Read Announcement- Drug:
- MGX-001
- Announced Date:
- September 3, 2024
- Indication:
- Hemophilia A gene editing investigational therapy
Announcement
Metagenomi, Inc. announced that Program on track for IND filing in 2026
AI Summary
Metagenomi, Inc. recently announced that its program is on track for an Investigational New Drug (IND) filing in 2026. This milestone is an important step in the company’s strategy to advance its innovative treatment into clinical trials and ultimately towards market approval. The planned filing with the FDA is a key indicator of Metagenomi’s commitment to developing new therapies and enhancing its product pipeline. It underscores the company’s focus on meeting regulatory requirements and maintaining high standards in drug development. With the IND filing on the horizon, Metagenomi aims to demonstrate the safety and potential efficacy of its treatment, which could provide new options for patients in need. Stakeholders and the scientific community are watching closely as the company prepares to take this critical next step in its journey toward delivering promising medical solutions.
Read Announcement
Metagenomi FDA Events - Frequently Asked Questions
As of now, Metagenomi (MGX) has not received any FDA approvals for its therapy in the last two years.
In the past two years, Metagenomi (MGX) has reported FDA regulatory activity for MGX-001.
The most recent FDA-related event for Metagenomi occurred on November 11, 2025, involving MGX-001. The update was categorized as "Data," with the company reporting: "Metagenomi, Inc. reported new dose range finding data from the Company's MGX-001 hemophilia A program."
Currently, Metagenomi has one therapy (MGX-001) targeting the following condition: Hemophilia A gene editing investigational therapy.

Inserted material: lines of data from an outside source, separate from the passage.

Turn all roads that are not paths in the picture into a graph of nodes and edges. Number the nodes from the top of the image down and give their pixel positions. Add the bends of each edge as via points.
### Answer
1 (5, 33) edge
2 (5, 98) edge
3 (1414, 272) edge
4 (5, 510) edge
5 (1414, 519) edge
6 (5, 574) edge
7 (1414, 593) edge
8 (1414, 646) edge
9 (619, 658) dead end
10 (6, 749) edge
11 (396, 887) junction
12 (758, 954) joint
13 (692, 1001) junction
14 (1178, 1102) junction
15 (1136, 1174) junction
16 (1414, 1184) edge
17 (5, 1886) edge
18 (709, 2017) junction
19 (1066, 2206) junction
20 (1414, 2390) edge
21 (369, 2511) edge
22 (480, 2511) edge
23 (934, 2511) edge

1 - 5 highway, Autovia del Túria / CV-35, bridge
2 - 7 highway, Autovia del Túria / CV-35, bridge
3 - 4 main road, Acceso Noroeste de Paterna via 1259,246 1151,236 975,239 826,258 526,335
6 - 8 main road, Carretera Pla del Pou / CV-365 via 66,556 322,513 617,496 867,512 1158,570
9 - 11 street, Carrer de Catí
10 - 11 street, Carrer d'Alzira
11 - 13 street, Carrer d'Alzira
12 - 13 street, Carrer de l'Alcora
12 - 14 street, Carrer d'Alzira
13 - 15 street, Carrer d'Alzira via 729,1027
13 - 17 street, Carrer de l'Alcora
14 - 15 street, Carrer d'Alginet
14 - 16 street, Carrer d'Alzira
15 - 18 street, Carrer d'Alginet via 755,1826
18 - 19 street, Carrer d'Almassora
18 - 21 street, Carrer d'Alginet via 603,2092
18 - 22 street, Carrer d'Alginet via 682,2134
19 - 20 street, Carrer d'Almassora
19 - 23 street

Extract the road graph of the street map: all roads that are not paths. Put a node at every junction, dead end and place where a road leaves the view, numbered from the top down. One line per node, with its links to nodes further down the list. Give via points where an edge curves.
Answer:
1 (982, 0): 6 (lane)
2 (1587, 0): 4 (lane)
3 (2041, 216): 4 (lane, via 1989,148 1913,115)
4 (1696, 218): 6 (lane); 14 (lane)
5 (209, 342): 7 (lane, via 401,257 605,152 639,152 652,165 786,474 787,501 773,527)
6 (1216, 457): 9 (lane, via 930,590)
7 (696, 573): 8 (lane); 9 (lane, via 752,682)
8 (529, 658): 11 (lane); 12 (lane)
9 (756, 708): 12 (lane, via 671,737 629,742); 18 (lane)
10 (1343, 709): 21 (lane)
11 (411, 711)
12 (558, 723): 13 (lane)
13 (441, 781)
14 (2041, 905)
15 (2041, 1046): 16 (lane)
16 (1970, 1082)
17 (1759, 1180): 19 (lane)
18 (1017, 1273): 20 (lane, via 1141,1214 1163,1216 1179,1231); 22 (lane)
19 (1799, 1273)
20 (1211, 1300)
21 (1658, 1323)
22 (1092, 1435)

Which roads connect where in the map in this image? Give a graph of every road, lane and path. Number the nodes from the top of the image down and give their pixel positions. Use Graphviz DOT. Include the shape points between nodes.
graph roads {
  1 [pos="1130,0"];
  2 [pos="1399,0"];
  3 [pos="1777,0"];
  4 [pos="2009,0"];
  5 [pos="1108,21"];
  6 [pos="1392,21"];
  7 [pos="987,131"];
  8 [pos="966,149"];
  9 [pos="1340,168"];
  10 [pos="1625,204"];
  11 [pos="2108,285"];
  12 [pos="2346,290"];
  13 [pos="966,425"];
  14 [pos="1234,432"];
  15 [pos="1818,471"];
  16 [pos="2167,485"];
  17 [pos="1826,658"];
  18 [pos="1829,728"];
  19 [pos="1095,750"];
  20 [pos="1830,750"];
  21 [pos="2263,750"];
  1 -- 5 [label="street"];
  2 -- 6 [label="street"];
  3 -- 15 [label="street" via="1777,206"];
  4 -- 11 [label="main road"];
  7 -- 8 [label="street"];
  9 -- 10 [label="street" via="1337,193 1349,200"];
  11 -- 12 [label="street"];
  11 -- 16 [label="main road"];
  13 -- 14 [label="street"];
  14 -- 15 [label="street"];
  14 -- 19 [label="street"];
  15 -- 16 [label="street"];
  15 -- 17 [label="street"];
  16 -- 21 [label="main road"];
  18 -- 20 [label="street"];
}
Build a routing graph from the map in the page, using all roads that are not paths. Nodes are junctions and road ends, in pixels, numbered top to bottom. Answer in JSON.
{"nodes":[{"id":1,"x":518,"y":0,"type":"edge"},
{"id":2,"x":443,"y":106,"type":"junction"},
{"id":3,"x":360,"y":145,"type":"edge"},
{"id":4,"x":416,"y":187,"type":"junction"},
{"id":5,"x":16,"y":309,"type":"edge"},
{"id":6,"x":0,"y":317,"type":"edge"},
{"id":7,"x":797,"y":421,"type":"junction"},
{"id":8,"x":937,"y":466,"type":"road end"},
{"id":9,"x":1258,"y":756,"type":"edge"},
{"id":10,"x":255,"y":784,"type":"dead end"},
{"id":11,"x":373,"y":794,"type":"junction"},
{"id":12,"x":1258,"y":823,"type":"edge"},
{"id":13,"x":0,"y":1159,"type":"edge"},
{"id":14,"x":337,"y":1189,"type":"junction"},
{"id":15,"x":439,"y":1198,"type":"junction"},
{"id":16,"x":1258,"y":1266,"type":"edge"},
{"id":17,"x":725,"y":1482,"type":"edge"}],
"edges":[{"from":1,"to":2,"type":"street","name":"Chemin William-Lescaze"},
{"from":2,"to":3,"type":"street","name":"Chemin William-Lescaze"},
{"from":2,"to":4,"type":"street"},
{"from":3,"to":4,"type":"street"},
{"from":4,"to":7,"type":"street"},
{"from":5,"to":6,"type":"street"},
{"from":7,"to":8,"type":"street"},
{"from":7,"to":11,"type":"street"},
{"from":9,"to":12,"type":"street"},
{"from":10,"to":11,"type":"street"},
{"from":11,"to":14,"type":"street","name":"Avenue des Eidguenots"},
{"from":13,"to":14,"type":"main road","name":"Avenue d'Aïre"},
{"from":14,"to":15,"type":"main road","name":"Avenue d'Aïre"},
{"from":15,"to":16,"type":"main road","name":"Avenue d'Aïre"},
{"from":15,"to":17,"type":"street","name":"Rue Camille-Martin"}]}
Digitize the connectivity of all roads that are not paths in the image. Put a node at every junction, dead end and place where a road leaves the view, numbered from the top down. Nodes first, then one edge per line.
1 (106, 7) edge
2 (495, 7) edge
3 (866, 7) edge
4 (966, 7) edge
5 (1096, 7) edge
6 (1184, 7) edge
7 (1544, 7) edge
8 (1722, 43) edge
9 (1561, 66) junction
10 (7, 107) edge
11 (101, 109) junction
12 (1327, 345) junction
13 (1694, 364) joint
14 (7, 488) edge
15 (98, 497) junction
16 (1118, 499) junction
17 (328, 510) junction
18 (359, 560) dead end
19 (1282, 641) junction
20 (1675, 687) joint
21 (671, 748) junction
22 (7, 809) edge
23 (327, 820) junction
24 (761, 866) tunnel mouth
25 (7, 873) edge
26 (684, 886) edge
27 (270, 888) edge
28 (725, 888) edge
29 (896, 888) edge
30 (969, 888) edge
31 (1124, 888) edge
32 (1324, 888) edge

More FDA Event Resources from MarketBeat
Companies With Recent FDA Events
FDA Event Stage Terminology & Abbreviation Guide
- NDA: New Drug Application
- ANDA: Abbreviated New Drug Application
- sNDA: Supplemental New Drug Application
- BLA: Biologics License Application
- sBLA: Supplemental Biologics License Application
- FDA Approved: Approved by the FDA
- EMA: European Medicines Agency
- CE Mark: European Union Certification
- NMPA: China National Medical Products Administration
- MHLW: Japanese Ministry of Health
- FDA Meeting: Consultation with FDA
- Pre-IND: Pre-Investigational New Drug Meeting
- Breakthrough Therapy: Special FDA designation for promising therapies
- Fast Track: Accelerated FDA approval pathway
- Orphan Drug: Designation for rare disease treatments
- RPD: Rare Pediatric Disease Designation
- RMAT: Regenerative Medicine Advanced Therapy
- DSMB Review: Data Safety Monitoring Board Review
- IDMC Review: Independent Data Monitoring Committee
- MAA: MHRA Marketing Authorization Application
- RTF: Refusal to File (Rejected Application)
- 510(k): FDA Clearance for Medical Devices
- Rolling Submission: Staggered regulatory review process
FDA progress for NASDAQ:MGX last updated on 11/11/2025 by MarketBeat.com Staff. We continuously monitor for new FDA events and market data.